Take a stand — and codify it

One of the most powerful things a business can do is stand up for the issues that matter to them — and make them public. Patagonia, an “activist business” pioneer, has had plenty of experience with this. Not only do they fund direct-action organizations focused on the root causes of the environmental crisis through their Patagonia Works initiative, they’re also willing to speak out on issues where they hold strong opinions. Like The Body Shop, they recently publicly opposed the UK’s policing bill, and earlier this year, they pulled their advertising from Facebook and renewed its calls on other firms to boycott the platform until Facebook can make sure its products do no harm.

What would taking a stand look like for your business?

Work with your board to establish principles and policies about who you will and will not do business with. For example, Beth Thoren, director of environmental action, EMEA at Patagonia, told us:

At Patagonia there is, of course, internal debate around speaking out on complex issues — for example, our boycott of advertising on all Facebook platforms. This decision has affected our business and the environmental nonprofits that we support. However, we resolve these discussions by staying true to our purpose — “We are in business to save our home planet” — and also by being clear that we can speak from a place of authenticity. Team members are empowered to question the positive impact of every decision they make. The decisions to speak publicly are made fast and locally, with support wherever needed from the team in our HQ.

Public benefit corporation (PBC) status and B Corp certification can enable these types of actions. In the traditional “C Corp,” which is the legal structure nearly every listed company in the U.S. uses, directors may take account of stakeholders’ interests for the long-term benefit of shareholders; in a PBC, directors must do so, and shareholders will hold them accountable for it.

The PBC doesn’t undermine shareholders’ interests. Rather, it enables directors to ensure they’re taking account of relevant stakeholders for the benefit of long-term shareholders instead of being pressured by shareholders only interested in short-term gains. Consider the issues you want to take a stand on as a business and as a leader. Be bold and share what you think both internally and externally to help bring others along with you.

Advocate for system change

Leaders need to change the rules of the game. In the B Corp movement, we’re working to advance fundamental economic system reform. For example, B Lab UK is pushing for the Better Business Act, which would make it mandatory for all businesses to advance the benefit of both shareholders and stakeholders. And many business leaders are supporting the Global Assembly, a group of people that includes scientists, representatives of institutions and social movements, and ordinary citizens dedicated to creating a “bottom-up” voice for 10 million people from all over the world by enabling anyone to organize community assemblies.
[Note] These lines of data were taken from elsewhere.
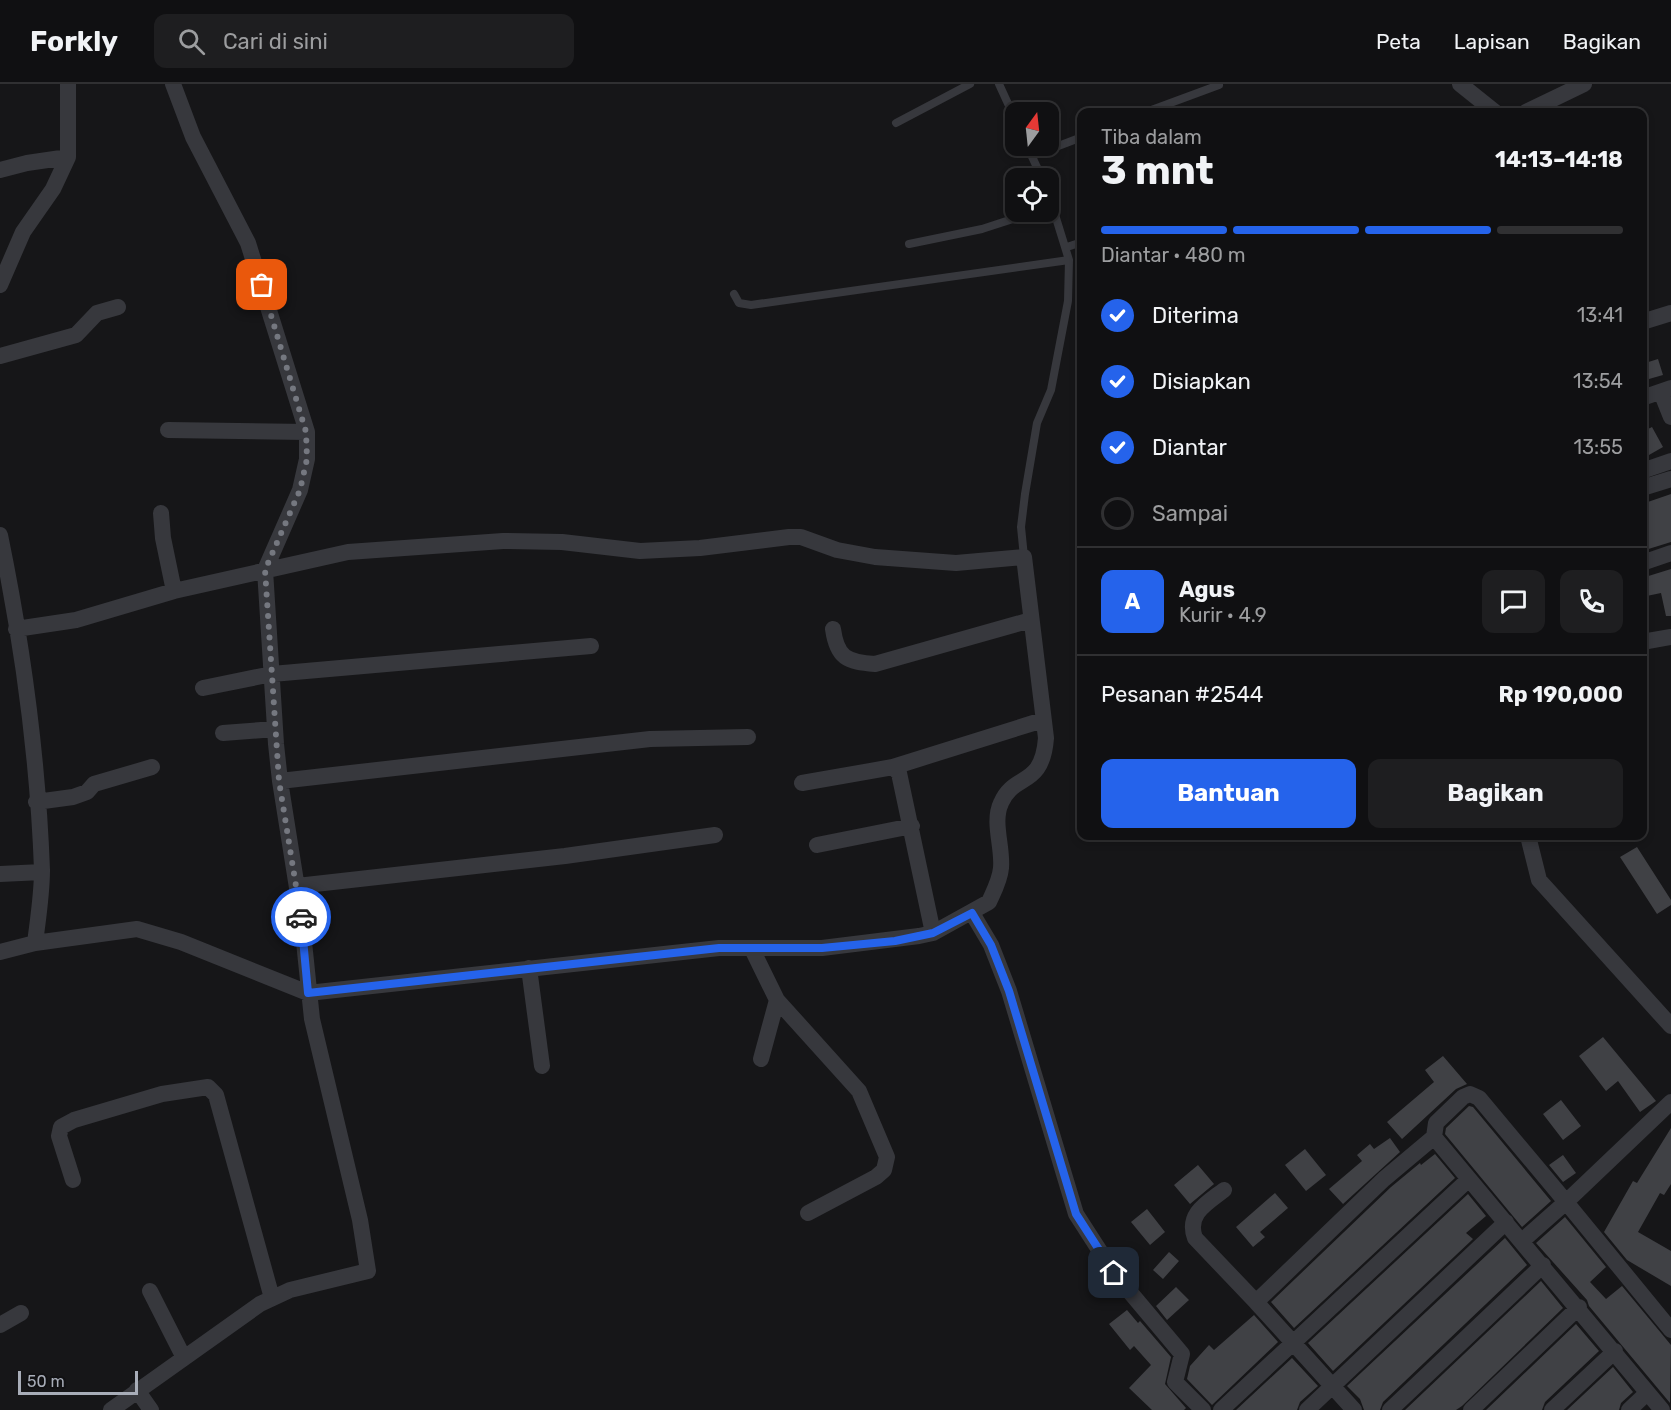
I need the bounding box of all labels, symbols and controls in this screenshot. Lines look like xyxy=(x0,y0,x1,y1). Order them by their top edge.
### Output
search box xyxy=(154,14,574,68)
text: Forkly xyxy=(30,25,118,58)
icon: search xyxy=(175,25,208,58)
text: Cari di sini xyxy=(223,28,328,55)
text: Peta xyxy=(1376,29,1421,54)
text: Lapisan xyxy=(1454,29,1530,54)
text: Bagikan xyxy=(1563,29,1641,54)
north arrow xyxy=(1005,102,1059,156)
map controls xyxy=(1005,102,1059,222)
text: Tiba dalam xyxy=(1101,125,1202,149)
text: 14:13–14:18 xyxy=(1495,146,1623,173)
text: 3 mnt xyxy=(1101,148,1214,194)
button: locate xyxy=(1005,168,1059,222)
text: Diantar · 480 m xyxy=(1101,243,1246,267)
pin xyxy=(236,259,287,310)
icon: bag xyxy=(245,268,278,301)
icon: check xyxy=(1101,299,1134,332)
text: Diterima xyxy=(1152,302,1239,329)
text: 13:41 xyxy=(1577,303,1623,327)
icon: check xyxy=(1101,365,1134,398)
text: Disiapkan xyxy=(1152,368,1251,395)
text: 13:54 xyxy=(1573,369,1623,393)
icon: check xyxy=(1101,431,1134,464)
text: Diantar xyxy=(1152,434,1227,461)
text: 13:55 xyxy=(1574,435,1623,459)
text: Sampai xyxy=(1152,500,1228,527)
button: chat xyxy=(1482,570,1545,633)
button: phone xyxy=(1560,570,1623,633)
text: Agus xyxy=(1179,576,1235,603)
text: A xyxy=(1125,588,1140,615)
text: Kurir · 4.9 xyxy=(1179,603,1267,627)
text: Pesanan #2544 xyxy=(1101,681,1264,708)
text: Rp 190,000 xyxy=(1499,681,1623,708)
button: Bantuan xyxy=(1101,759,1356,828)
button: Bagikan xyxy=(1368,759,1623,828)
courier xyxy=(271,887,331,947)
icon: car xyxy=(285,901,318,934)
pin xyxy=(1088,1247,1139,1298)
icon: home xyxy=(1097,1256,1130,1289)
scale bar xyxy=(18,1368,138,1396)
text: 50 m xyxy=(27,1372,65,1391)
How can your business support fundamental systems change?

Use the B Corp standards and consider becoming certified. Convert your business to a PBC if this structure is available in your jurisdiction. If it isn’t, join forces with others who want to make it happen and push for legislation together. In any case, sign the Leaders for Global Assemblies letter to make it clear you see the value of engaging citizens in key decisions.

If some of these practices sound hard, that’s because they are. But taking this kind of action is possible, and the companies we’ve talked about (which all happen to be Certified B Corps)  are modelling what business activism looks like in practice.

This time calls for radical collaboration and action. We must remember the origin of the word “radical,” which is the Latin radix, meaning root. Let’s address the root causes, root our actions in what we know is needed, and grow in the direction of a future we can all be proud to leave for future generations. Senior executives owe this to them.